* [Work to complete]
Copy out exactly the lines spanning the line with "middle dip: (460, 352)" to the line with "pinky dip: (388, 357)", inclusive, from the data underneath, with no pictures.

(Keypoint text descriptions)
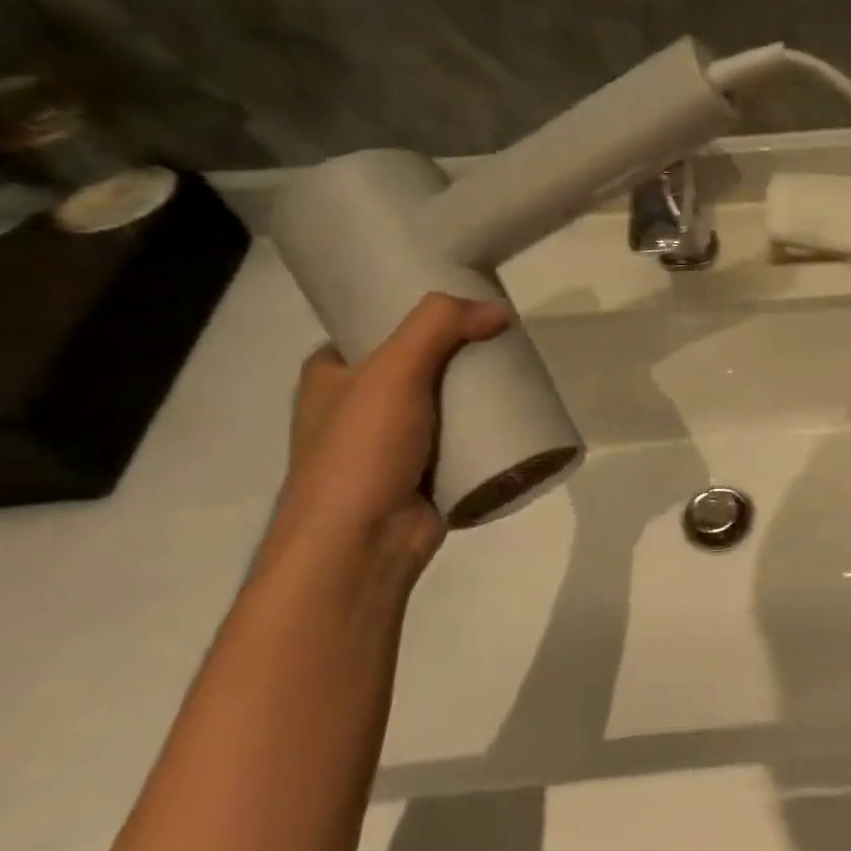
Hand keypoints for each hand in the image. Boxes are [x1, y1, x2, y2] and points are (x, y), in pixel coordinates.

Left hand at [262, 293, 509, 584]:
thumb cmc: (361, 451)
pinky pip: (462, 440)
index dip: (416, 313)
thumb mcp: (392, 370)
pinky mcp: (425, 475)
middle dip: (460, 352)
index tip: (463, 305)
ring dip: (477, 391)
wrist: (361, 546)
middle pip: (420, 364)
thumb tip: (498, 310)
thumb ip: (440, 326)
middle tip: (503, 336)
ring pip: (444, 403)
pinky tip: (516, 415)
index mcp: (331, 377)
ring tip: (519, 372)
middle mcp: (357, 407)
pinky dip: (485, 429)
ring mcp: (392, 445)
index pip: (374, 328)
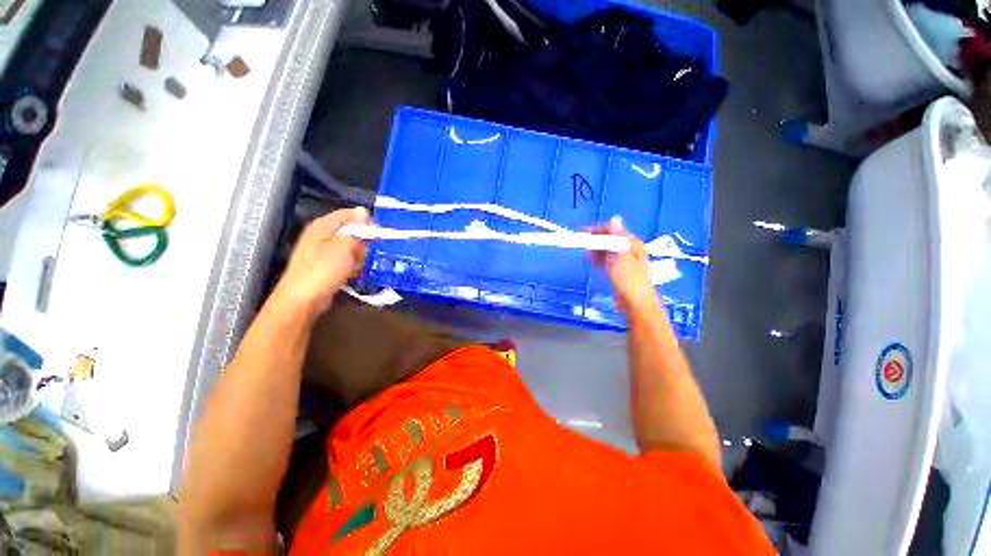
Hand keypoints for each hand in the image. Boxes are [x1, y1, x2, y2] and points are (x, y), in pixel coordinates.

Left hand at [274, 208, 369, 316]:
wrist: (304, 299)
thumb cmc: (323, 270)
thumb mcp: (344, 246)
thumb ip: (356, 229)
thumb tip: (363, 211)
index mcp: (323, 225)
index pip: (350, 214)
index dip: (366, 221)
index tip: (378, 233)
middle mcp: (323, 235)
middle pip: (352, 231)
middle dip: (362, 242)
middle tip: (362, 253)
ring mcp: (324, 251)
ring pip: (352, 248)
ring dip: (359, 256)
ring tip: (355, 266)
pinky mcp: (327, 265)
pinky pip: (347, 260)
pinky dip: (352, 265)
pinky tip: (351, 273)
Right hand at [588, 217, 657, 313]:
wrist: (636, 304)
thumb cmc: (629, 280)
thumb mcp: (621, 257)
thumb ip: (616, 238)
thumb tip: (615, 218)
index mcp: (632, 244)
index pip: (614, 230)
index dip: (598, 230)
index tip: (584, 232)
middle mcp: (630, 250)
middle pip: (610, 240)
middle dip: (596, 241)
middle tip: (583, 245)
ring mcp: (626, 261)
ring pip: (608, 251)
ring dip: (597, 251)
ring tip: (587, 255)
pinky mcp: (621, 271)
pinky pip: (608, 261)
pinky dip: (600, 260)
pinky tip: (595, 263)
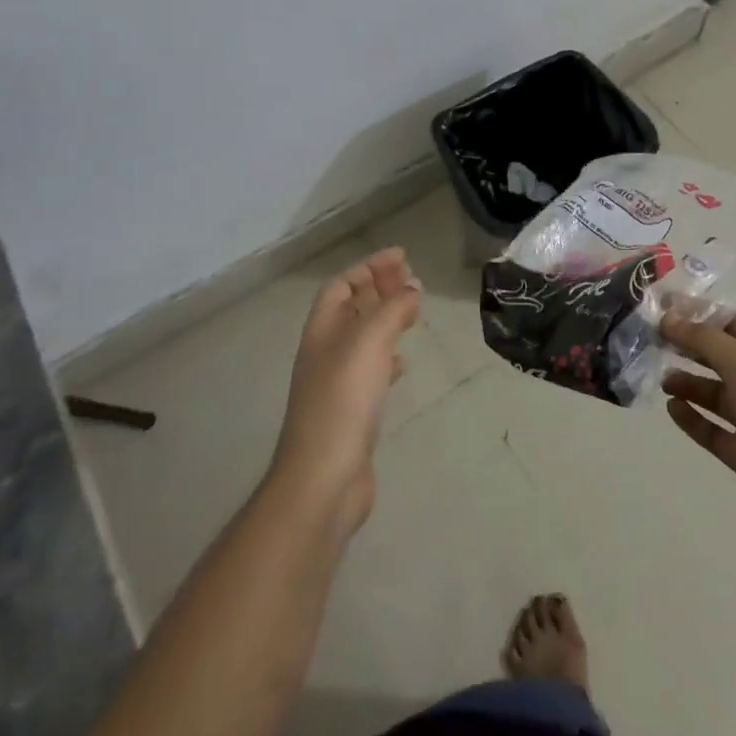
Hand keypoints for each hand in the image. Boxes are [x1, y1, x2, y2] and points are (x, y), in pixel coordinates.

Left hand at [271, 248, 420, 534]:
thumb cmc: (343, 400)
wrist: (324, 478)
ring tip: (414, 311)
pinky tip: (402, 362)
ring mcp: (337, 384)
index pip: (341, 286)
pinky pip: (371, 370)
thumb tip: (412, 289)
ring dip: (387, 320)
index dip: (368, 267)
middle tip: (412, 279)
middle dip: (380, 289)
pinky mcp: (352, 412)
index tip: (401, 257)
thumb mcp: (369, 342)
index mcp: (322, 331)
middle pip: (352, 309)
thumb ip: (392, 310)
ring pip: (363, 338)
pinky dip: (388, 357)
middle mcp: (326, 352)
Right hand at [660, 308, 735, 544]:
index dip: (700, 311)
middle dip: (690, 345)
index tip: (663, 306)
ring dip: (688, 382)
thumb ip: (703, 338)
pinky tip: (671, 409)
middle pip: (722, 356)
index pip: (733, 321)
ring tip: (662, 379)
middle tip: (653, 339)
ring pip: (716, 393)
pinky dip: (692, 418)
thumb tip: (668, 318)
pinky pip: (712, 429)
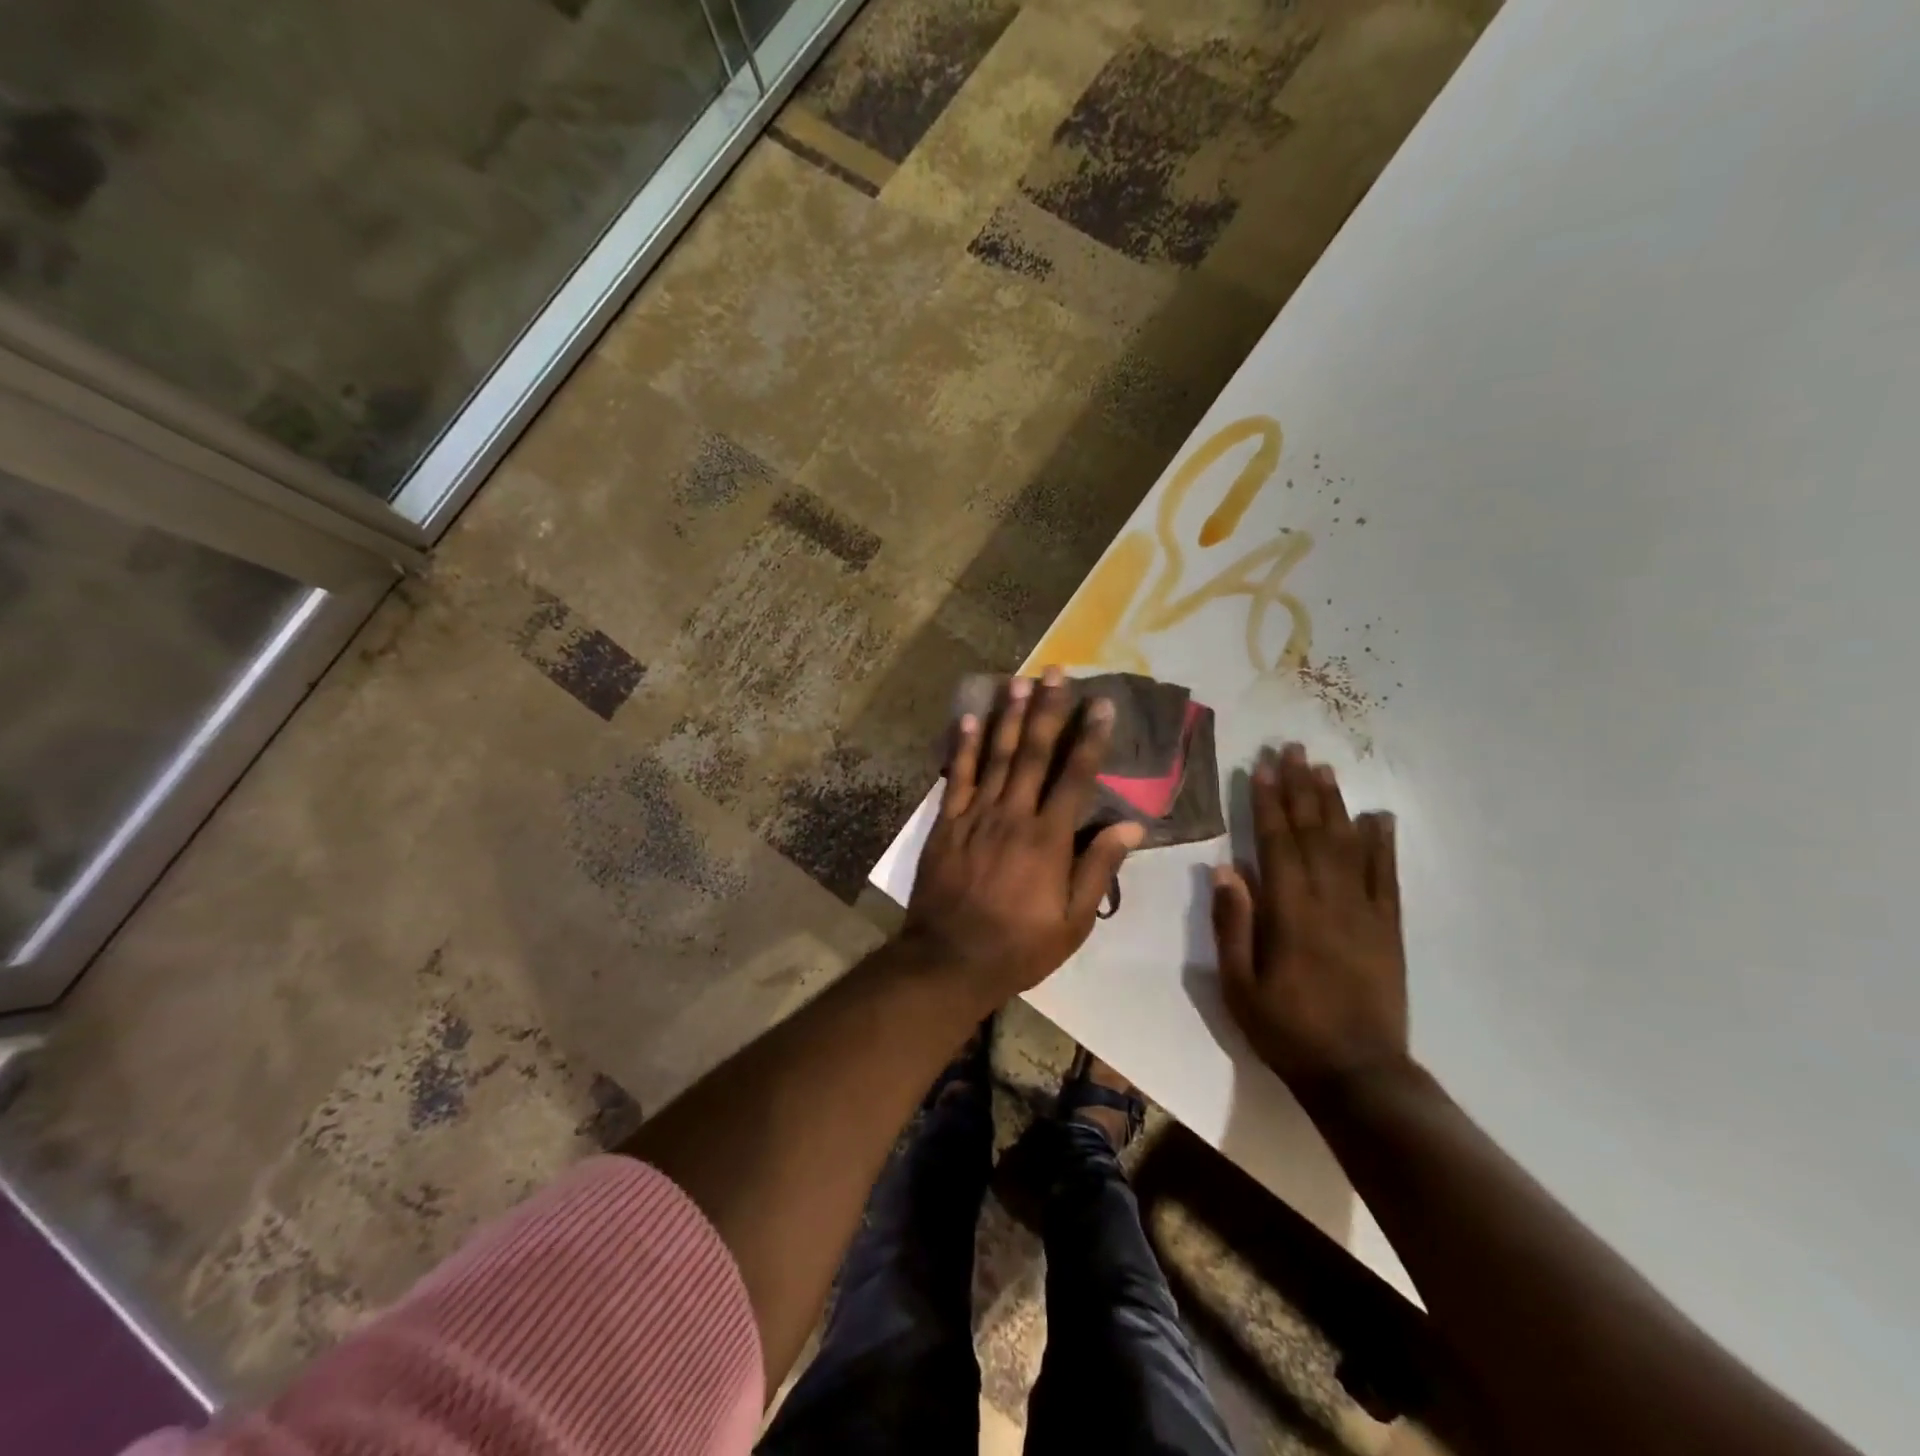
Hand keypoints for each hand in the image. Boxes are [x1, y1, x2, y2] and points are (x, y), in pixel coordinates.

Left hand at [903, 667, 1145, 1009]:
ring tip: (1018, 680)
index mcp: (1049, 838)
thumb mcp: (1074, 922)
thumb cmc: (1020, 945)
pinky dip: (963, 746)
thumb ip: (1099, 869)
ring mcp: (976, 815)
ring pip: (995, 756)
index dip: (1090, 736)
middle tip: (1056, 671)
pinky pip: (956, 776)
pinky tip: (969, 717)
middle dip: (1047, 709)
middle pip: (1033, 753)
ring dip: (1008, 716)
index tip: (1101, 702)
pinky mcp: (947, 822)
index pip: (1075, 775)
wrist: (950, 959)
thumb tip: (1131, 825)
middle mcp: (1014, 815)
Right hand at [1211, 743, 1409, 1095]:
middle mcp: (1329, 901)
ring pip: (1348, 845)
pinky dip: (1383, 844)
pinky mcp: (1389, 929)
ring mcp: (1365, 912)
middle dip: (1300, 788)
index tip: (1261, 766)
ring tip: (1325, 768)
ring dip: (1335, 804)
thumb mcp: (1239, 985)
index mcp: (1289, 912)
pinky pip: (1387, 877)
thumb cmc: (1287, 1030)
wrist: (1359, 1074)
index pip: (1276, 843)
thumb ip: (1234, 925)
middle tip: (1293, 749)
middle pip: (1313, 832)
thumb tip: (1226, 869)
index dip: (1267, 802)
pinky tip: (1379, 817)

* [Exercise solution]
middle dip: (460, 352)
index tip: (463, 305)
ring dip: (477, 391)
wrist: (361, 546)
middle pip: (420, 364)
thumb tip: (498, 310)
thumb ip: (440, 326)
middle tip: (503, 336)
ring pip: (444, 403)
pinky tip: (516, 415)
index mcp: (331, 377)
ring tip: (519, 372)
middle mcp: (357, 407)
pinky dip: (485, 429)
ring mcp: (392, 445)
index pip: (374, 328)
Hand keypoints for each hand in the image. Boxes are [x1, y1, x2, y2] and points are (x, y), in pixel coordinates.

Left hand at [274, 208, 369, 316]:
wrist: (304, 299)
thumb cmc: (323, 270)
thumb mcp: (344, 246)
thumb ip: (356, 229)
thumb tip: (363, 211)
index mcp: (323, 225)
index pip: (350, 214)
index dip: (366, 221)
index tip: (378, 233)
middle mcp: (323, 235)
middle pip: (352, 231)
middle dip: (362, 242)
middle tip: (362, 253)
ring mcp: (324, 251)
ring pip: (352, 248)
ring dip: (359, 256)
ring tip: (355, 266)
pinky mcp: (327, 265)
pinky pip: (347, 260)
pinky dip: (352, 265)
pinky tip: (351, 273)
Right hand at [588, 217, 657, 313]:
wrist: (636, 304)
thumb cmc: (629, 280)
thumb mcp: (621, 257)
thumb ip: (616, 238)
thumb tip: (615, 218)
index mcp: (632, 244)
index pip: (614, 230)
index dip: (598, 230)
index tip: (584, 232)
middle mcp: (630, 250)
middle pip: (610, 240)
middle dip: (596, 241)
middle tip: (583, 245)
ring mcp: (626, 261)
ring pip: (608, 251)
ring dip: (597, 251)
ring tip: (587, 255)
pinky mcp: (621, 271)
pinky pip: (608, 261)
pinky dip: (600, 260)
pinky tip: (595, 263)
Hand keypoints for each hand in the image. Boxes are [x1, y1, x2, y2] and points are (x, y), in pixel coordinates.

Left hand at [271, 248, 420, 534]:
thumb cmc: (343, 400)
wrist: (324, 478)
ring tip: (414, 311)
pinky tip: (402, 362)
ring mcp: (337, 384)
index pip: (341, 286)
pinky pip: (371, 370)
thumb tip: (412, 289)
ring dip: (387, 320)
index dip: (368, 267)
middle tip: (412, 279)
middle dip: (380, 289)
pinky mcp: (352, 412)
index tip: (401, 257)
thumb mcp: (369, 342)
index mcp: (322, 331)
middle pip: (352, 309)
thumb ip: (392, 310)
ring pip: (363, 338)
pinky dip: (388, 357)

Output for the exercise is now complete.